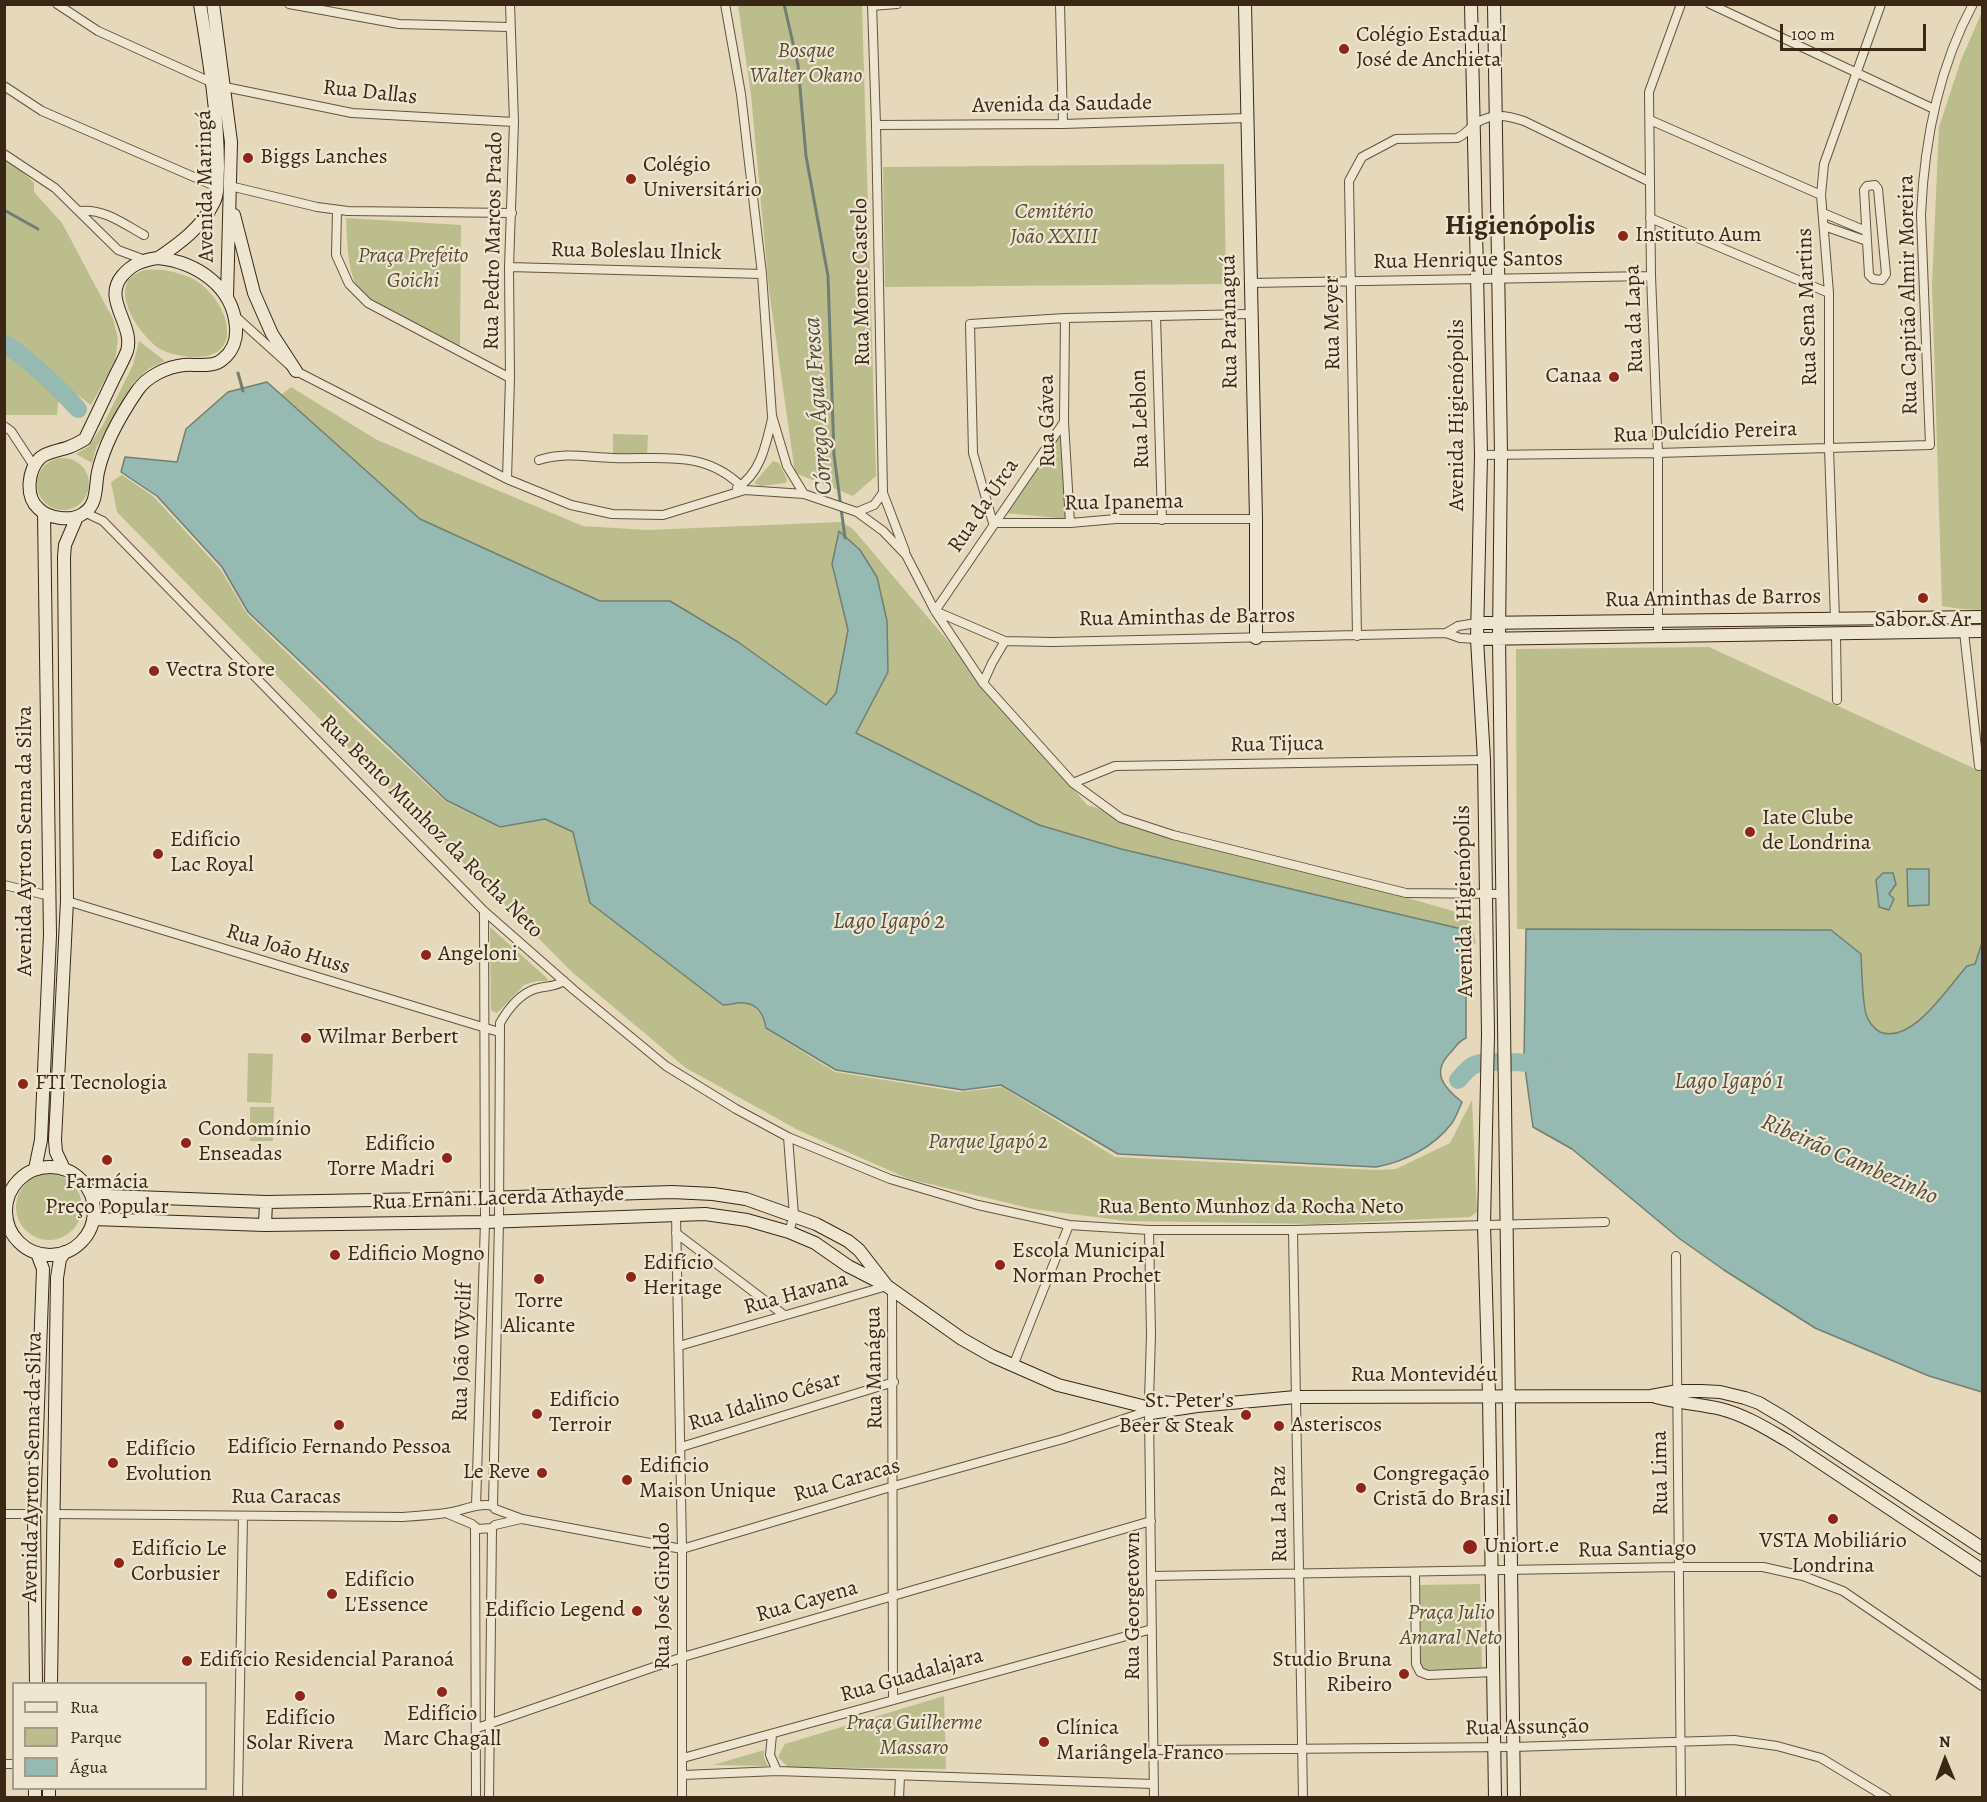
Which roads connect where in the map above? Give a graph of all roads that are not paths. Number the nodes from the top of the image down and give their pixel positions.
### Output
1 (57, 4) edge
2 (200, 4) edge
3 (213, 4) edge
4 (289, 4) edge
5 (510, 4) edge
6 (725, 4) edge
7 (897, 4) edge
8 (1060, 4) edge
9 (1245, 4) edge
10 (1471, 4) edge
11 (1494, 4) edge
12 (1682, 4) edge
13 (1710, 4) edge
14 (1881, 4) edge
15 (1973, 4) edge
16 (872, 5) edge
17 (509, 27) junction
18 (1856, 73) junction
19 (219, 85) junction
20 (4, 86) edge
21 (1934, 109) junction
22 (1495, 115) junction
23 (1248, 118) junction
24 (1650, 120) junction
25 (514, 122) junction
26 (1064, 124) junction
27 (1475, 124) junction
28 (876, 126) junction
29 (4, 154) edge
30 (1650, 182) junction
31 (226, 191) junction
32 (1821, 195) junction
33 (337, 210) junction
34 (80, 212) junction
35 (512, 213) junction
36 (1823, 213) junction
37 (1650, 218) junction
38 (1824, 226) junction
39 (144, 235) dead end
40 (1867, 236) junction
41 (158, 258) junction
42 (145, 260) junction
43 (509, 267) junction
44 (762, 274) junction
45 (1651, 276) junction
46 (1478, 279) junction
47 (1497, 279) junction
48 (1350, 280) junction
49 (1250, 283) junction
50 (1829, 293) junction
51 (228, 297) junction
52 (1251, 314) junction
53 (235, 316) junction
54 (1156, 316) junction
55 (1065, 318) junction
56 (296, 371) junction
57 (510, 378) junction
58 (772, 416) junction
59 (1064, 422) junction
60 (4, 426) edge
61 (1930, 445) joint
62 (1829, 448) junction
63 (1658, 453) junction
64 (1481, 455) junction
65 (1501, 455) junction
66 (539, 460) dead end
67 (34, 466) junction
68 (507, 479) junction
69 (741, 486) junction
70 (96, 490) joint
71 (804, 494) junction
72 (884, 494) junction
73 (724, 497) junction
74 (856, 512) junction
75 (44, 513) junction
76 (82, 515) junction
77 (1256, 519) junction
78 (1162, 520) junction
79 (993, 523) junction
80 (1070, 523) junction
81 (906, 555) junction
82 (935, 611) junction
83 (1983, 616) edge
84 (1835, 619) junction
85 (1658, 621) junction
86 (1477, 623) junction
87 (1499, 623) junction
88 (1983, 631) edge
89 (1964, 632) junction
90 (1446, 633) junction
91 (1836, 635) junction
92 (1357, 636) junction
93 (1658, 637) junction
94 (1256, 638) junction
95 (1499, 638) junction
96 (1477, 639) junction
97 (1005, 640) junction
98 (983, 684) junction
99 (1837, 700) dead end
100 (1484, 760) junction
101 (1979, 766) dead end
102 (1073, 783) junction
103 (4, 885) edge
104 (1485, 894) junction
105 (1503, 894) junction
106 (50, 896) junction
107 (67, 901) junction
108 (484, 911) junction
109 (564, 981) junction
110 (485, 1029) junction
111 (499, 1032) junction
112 (788, 1137) junction
113 (35, 1169) junction
114 (64, 1169) junction
115 (90, 1193) junction
116 (485, 1198) junction
117 (499, 1198) junction
118 (6, 1200) edge
119 (266, 1202) junction
120 (676, 1214) junction
121 (794, 1215) junction
122 (93, 1219) junction
123 (6, 1221) edge
124 (499, 1221) junction
125 (485, 1222) junction
126 (1605, 1222) dead end
127 (265, 1225) junction
128 (1069, 1225) junction
129 (1484, 1225) junction
130 (1507, 1225) junction
131 (1149, 1230) junction
132 (1293, 1230) junction
133 (789, 1232) junction
134 (676, 1233) junction
135 (64, 1252) junction
136 (37, 1253) junction
137 (1676, 1256) dead end
138 (890, 1288) junction
139 (784, 1315) junction
140 (679, 1346) junction
141 (1013, 1366) junction
142 (894, 1383) junction
143 (1725, 1392) junction
144 (1489, 1396) junction
145 (1296, 1397) junction
146 (1678, 1397) junction
147 (1507, 1398) junction
148 (1148, 1407) junction
149 (1722, 1409) junction
150 (681, 1446) junction
151 (894, 1486) junction
152 (475, 1507) junction
153 (494, 1508) junction
154 (1927, 1513) junction
155 (4, 1514) edge
156 (34, 1514) junction
157 (53, 1514) junction
158 (445, 1514) junction
159 (243, 1516) junction
160 (522, 1519) junction
161 (1151, 1521) junction
162 (474, 1525) junction
163 (494, 1527) junction
164 (1918, 1527) junction
165 (1983, 1548) edge
166 (682, 1549) junction
167 (1680, 1567) junction
168 (1510, 1570) junction
169 (1983, 1570) edge
170 (1492, 1571) junction
171 (1415, 1572) junction
172 (1299, 1574) junction
173 (1151, 1576) junction
174 (894, 1595) junction
175 (1152, 1629) junction
176 (683, 1658) junction
177 (1493, 1672) junction
178 (36, 1682) edge
179 (51, 1682) edge
180 (1983, 1686) edge
181 (894, 1699) junction
182 (491, 1724) junction
183 (477, 1728) junction
184 (772, 1735) junction
185 (1681, 1741) junction
186 (1494, 1747) junction
187 (1513, 1747) junction
188 (1302, 1748) junction
189 (1154, 1750) junction
190 (683, 1758) junction
191 (777, 1772) junction
192 (683, 1775) junction
193 (900, 1776) junction
194 (1153, 1784) junction
195 (238, 1797) edge
196 (476, 1797) edge
197 (489, 1797) edge
198 (682, 1797) edge
199 (899, 1797) edge
200 (1154, 1797) edge
201 (1303, 1797) edge
202 (1495, 1797) edge
203 (1514, 1797) edge
204 (1681, 1797) edge
205 (1887, 1797) edge

1 - 19 street, Rua Dallas
2 - 19 main road, Avenida Maringá
3 - 19 main road, Avenida Maringá
4 - 17 street
5 - 17 street, Rua Pedro Marcos Prado
6 - 44 street
7 - 16 street
8 - 26 street
9 - 23 main road, Rua Paranaguá
10 - 27 main road, Avenida Higienópolis
11 - 22 main road, Avenida Higienópolis
12 - 24 street, Rua da Lapa
13 - 18 street
14 - 18 street, Rua Sena Martins
15 - 21 street, Rua Capitão Almir Moreira
16 - 28 street, Rua Monte Castelo
17 - 25 street, Rua Pedro Marcos Prado
18 - 21 street
18 - 32 street, Rua Sena Martins
19 - 25 street, Rua Dallas
19 - 31 main road, Avenida Maringá
20 - 31 street
21 - 61 street, Rua Capitão Almir Moreira
22 - 27 street, Rua Meyer
22 - 30 street
22 - 47 main road, Avenida Higienópolis
23 - 26 street, Avenida da Saudade
23 - 49 main road, Rua Paranaguá
24 - 30 street, Rua da Lapa
24 - 32 street
25 - 35 street, Rua Pedro Marcos Prado
26 - 28 street, Avenida da Saudade
27 - 46 main road, Avenida Higienópolis
27 - 48 street, Rua Meyer
28 - 72 street, Rua Monte Castelo
29 - 34 street
30 - 37 street, Rua da Lapa
31 - 33 street
31 - 41 main road, Avenida Maringá
31 - 51 main road, Avenida Maringá
31 - 56 main road
32 - 36 street, Rua Sena Martins
33 - 35 street
33 - 57 street
34 - 39 street
34 - 42 street
35 - 43 street, Rua Pedro Marcos Prado
36 - 38 street, Rua Sena Martins
36 - 40 street
37 - 45 street, Rua da Lapa
37 - 50 street
38 - 40 street
38 - 50 street, Rua Sena Martins
40 - 40 street
41 - 42 main road, Avenida Maringá
41 - 51 main road, Avenida Maringá
42 - 67 main road, Avenida Maringá
43 - 44 street, Rua Boleslau Ilnick
43 - 57 street, Rua Pedro Marcos Prado
44 - 58 street
45 - 47 street, Rua Henrique Santos
45 - 63 street, Rua da Lapa
46 - 47 street, Rua Henrique Santos
46 - 48 street, Rua Henrique Santos
46 - 64 main road, Avenida Higienópolis
47 - 65 main road, Avenida Higienópolis
48 - 49 street, Rua Henrique Santos
48 - 92 street, Rua Meyer
49 - 52 main road, Rua Paranaguá
50 - 62 street, Rua Sena Martins
51 - 53 main road, Avenida Maringá
52 - 54 street
52 - 77 main road, Rua Paranaguá
53 - 56 street
53 - 70 main road, Avenida Maringá
54 - 55 street
54 - 78 street, Rua Leblon
55 - 59 street, Rua Gávea
55 - 79 street
56 - 68 street
57 - 68 street, Rua Pedro Marcos Prado
58 - 69 street
58 - 71 street
59 - 79 street, Rua da Urca
59 - 80 street, Rua Gávea
60 - 67 street
61 - 62 street, Rua Dulcídio Pereira
62 - 63 street, Rua Dulcídio Pereira
62 - 84 street, Rua Sena Martins
63 - 65 street, Rua Dulcídio Pereira
63 - 85 street, Rua da Lapa
64 - 65 street, Rua Dulcídio Pereira
64 - 86 main road, Avenida Higienópolis
65 - 87 main road, Avenida Higienópolis
66 - 69 street
67 - 75 main road
68 - 73 street
69 - 73 street
70 - 76 main road, Avenida Ayrton Senna da Silva
71 - 73 street
71 - 74 street
72 - 74 street
72 - 81 street, Rua Monte Castelo
74 - 81 street
75 - 76 main road
75 - 106 main road, Avenida Ayrton Senna da Silva
76 - 107 main road, Avenida Ayrton Senna da Silva
76 - 108 street, Rua Bento Munhoz da Rocha Neto
77 - 78 street, Rua Ipanema
77 - 94 main road, Rua Paranaguá
78 - 80 street, Rua Ipanema
79 - 80 street, Rua Ipanema
79 - 82 street, Rua da Urca
81 - 82 street
82 - 97 street, Rua Aminthas de Barros
82 - 98 street
83 - 84 main road, Rua Aminthas de Barros
84 - 85 main road, Rua Aminthas de Barros
85 - 87 main road, Rua Aminthas de Barros
85 - 93 street, Rua da Lapa
86 - 87 main road, Rua Aminthas de Barros
86 - 90 street, Rua Aminthas de Barros
86 - 96 main road, Avenida Higienópolis
87 - 95 main road, Avenida Higienópolis
88 - 89 main road, Rua Aminthas de Barros
89 - 91 main road, Rua Aminthas de Barros
89 - 101 street
90 - 92 street, Rua Aminthas de Barros
90 - 96 street, Rua Aminthas de Barros
91 - 93 main road, Rua Aminthas de Barros
91 - 99 street
92 - 94 street, Rua Aminthas de Barros
93 - 95 main road, Rua Aminthas de Barros
94 - 97 street, Rua Aminthas de Barros
95 - 96 main road, Rua Aminthas de Barros
95 - 105 main road, Avenida Higienópolis
96 - 100 main road, Avenida Higienópolis
97 - 98 street
98 - 102 street
100 - 102 street, Rua Tijuca
100 - 104 main road, Avenida Higienópolis
102 - 104 street
103 - 106 street
104 - 105 street
104 - 129 main road, Avenida Higienópolis
105 - 130 main road, Avenida Higienópolis
106 - 113 main road, Avenida Ayrton Senna da Silva
107 - 110 street, Rua João Huss
107 - 114 main road, Avenida Ayrton Senna da Silva
108 - 109 street, Rua Bento Munhoz da Rocha Neto
108 - 110 street, Rua João Wyclif
109 - 111 street, Rua João Wyclif
109 - 112 street, Rua Bento Munhoz da Rocha Neto
110 - 111 street, Rua João Huss
110 - 116 street, Rua João Wyclif
111 - 117 street, Rua João Wyclif
112 - 121 street
112 - 128 street, Rua Bento Munhoz da Rocha Neto
113 - 114 main road
113 - 118 main road
114 - 115 main road
115 - 119 main road, Rua Ernâni Lacerda Athayde
115 - 122 main road
116 - 117 main road, Rua Montevidéu
116 - 119 main road, Rua Ernâni Lacerda Athayde
116 - 125 street, Rua João Wyclif
117 - 121 main road, Rua Montevidéu
117 - 124 street, Rua João Wyclif
118 - 123 main road
119 - 127 main road
120 - 124 main road, Rua Ernâni Lacerda Athayde
120 - 133 main road, Rua Ernâni Lacerda Athayde
120 - 134 street, Rua José Giroldo
121 - 133 street
121 - 138 main road, Rua Montevidéu
122 - 127 main road, Rua Ernâni Lacerda Athayde
122 - 135 main road
123 - 136 main road
124 - 125 main road, Rua Ernâni Lacerda Athayde
124 - 153 street, Rua João Wyclif
125 - 127 main road, Rua Ernâni Lacerda Athayde
125 - 152 street, Rua João Wyclif
126 - 130 street
128 - 131 street, Rua Bento Munhoz da Rocha Neto
128 - 141 street
129 - 130 street, Rua Bento Munhoz da Rocha Neto
129 - 132 street, Rua Bento Munhoz da Rocha Neto
129 - 144 main road, Avenida Higienópolis
130 - 147 main road, Avenida Higienópolis
131 - 132 street, Rua Bento Munhoz da Rocha Neto
131 - 148 street, Rua Georgetown
132 - 145 street, Rua La Paz
133 - 138 main road, Rua Ernâni Lacerda Athayde
134 - 139 street
134 - 140 street, Rua José Giroldo
135 - 136 main road
135 - 157 main road, Avenida Ayrton Senna da Silva
136 - 156 main road, Avenida Ayrton Senna da Silva
137 - 146 street, Rua Lima
138 - 139 street, Rua Havana
138 - 141 main road, Rua Montevidéu
138 - 142 street, Rua Manágua
139 - 140 street, Rua Havana
140 - 150 street, Rua José Giroldo
141 - 148 main road, Rua Montevidéu
142 - 150 street, Rua Idalino César
142 - 151 street, Rua Manágua
143 - 146 main road
143 - 149 main road
143 - 154 main road
144 - 145 main road, Rua Montevidéu
144 - 147 main road, Rua Montevidéu
144 - 170 main road, Avenida Higienópolis
145 - 148 main road, Rua Montevidéu
145 - 172 street, Rua La Paz
146 - 147 main road, Rua Montevidéu
146 - 149 main road
146 - 167 street, Rua Lima
147 - 168 main road, Avenida Higienópolis
148 - 151 street, Rua Caracas
148 - 161 street, Rua Georgetown
149 - 164 main road
150 - 166 street, Rua José Giroldo
151 - 166 street, Rua Caracas
151 - 174 street, Rua Manágua
152 - 153 street, Rua Caracas
152 - 158 street, Rua Caracas
152 - 162 street, Rua João Wyclif
153 - 160 street, Rua Caracas
153 - 163 street, Rua João Wyclif
154 - 164 main road
154 - 165 main road
155 - 156 street
156 - 178 main road, Avenida Ayrton Senna da Silva
157 - 159 street, Rua Caracas
157 - 179 main road, Avenida Ayrton Senna da Silva
158 - 159 street, Rua Caracas
158 - 162 street, Rua Caracas
159 - 195 street
160 - 163 street, Rua Caracas
160 - 166 street, Rua Caracas
161 - 173 street, Rua Georgetown
161 - 174 street, Rua Cayena
162 - 163 street, Rua Caracas
162 - 183 street, Rua João Wyclif
163 - 182 street, Rua João Wyclif
164 - 169 main road
166 - 176 street, Rua José Giroldo
167 - 168 street, Rua Santiago
167 - 180 street, Rua Santiago
167 - 185 street, Rua Lima
168 - 170 street, Rua Santiago
168 - 187 main road, Avenida Higienópolis
170 - 171 street, Rua Santiago
170 - 177 main road, Avenida Higienópolis
171 - 172 street, Rua Santiago
171 - 177 street
172 - 173 street, Rua Santiago
172 - 188 street, Rua La Paz
173 - 175 street, Rua Georgetown
174 - 176 street, Rua Cayena
174 - 181 street, Rua Manágua
175 - 181 street, Rua Guadalajara
175 - 189 street, Rua Georgetown
176 - 182 street, Rua Cayena
176 - 190 street, Rua José Giroldo
177 - 186 main road, Avenida Higienópolis
181 - 184 street, Rua Guadalajara
182 - 183 street, Rua Cayena
182 - 197 street, Rua João Wyclif
183 - 196 street, Rua João Wyclif
184 - 190 street, Rua Guadalajara
184 - 191 street
185 - 187 street, Rua Assunção
185 - 204 street, Rua Lima
185 - 205 street, Rua Assunção
186 - 187 street, Rua Assunção
186 - 188 street, Rua Assunção
186 - 202 main road, Avenida Higienópolis
187 - 203 main road, Avenida Higienópolis
188 - 189 street, Rua Assunção
188 - 201 street, Rua La Paz
189 - 194 street, Rua Georgetown
190 - 192 street, Rua José Giroldo
191 - 192 street
191 - 193 street
192 - 198 street, Rua José Giroldo
193 - 194 street
193 - 199 street
194 - 200 street, Rua Georgetown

= = =

TASK DESCRIPTION.
Take each line in the listing that has the word "Santiago" and copy it.

PROBLEM SOLUTION.
167 - 168 street, Rua Santiago
167 - 180 street, Rua Santiago
168 - 170 street, Rua Santiago
170 - 171 street, Rua Santiago
171 - 172 street, Rua Santiago
172 - 173 street, Rua Santiago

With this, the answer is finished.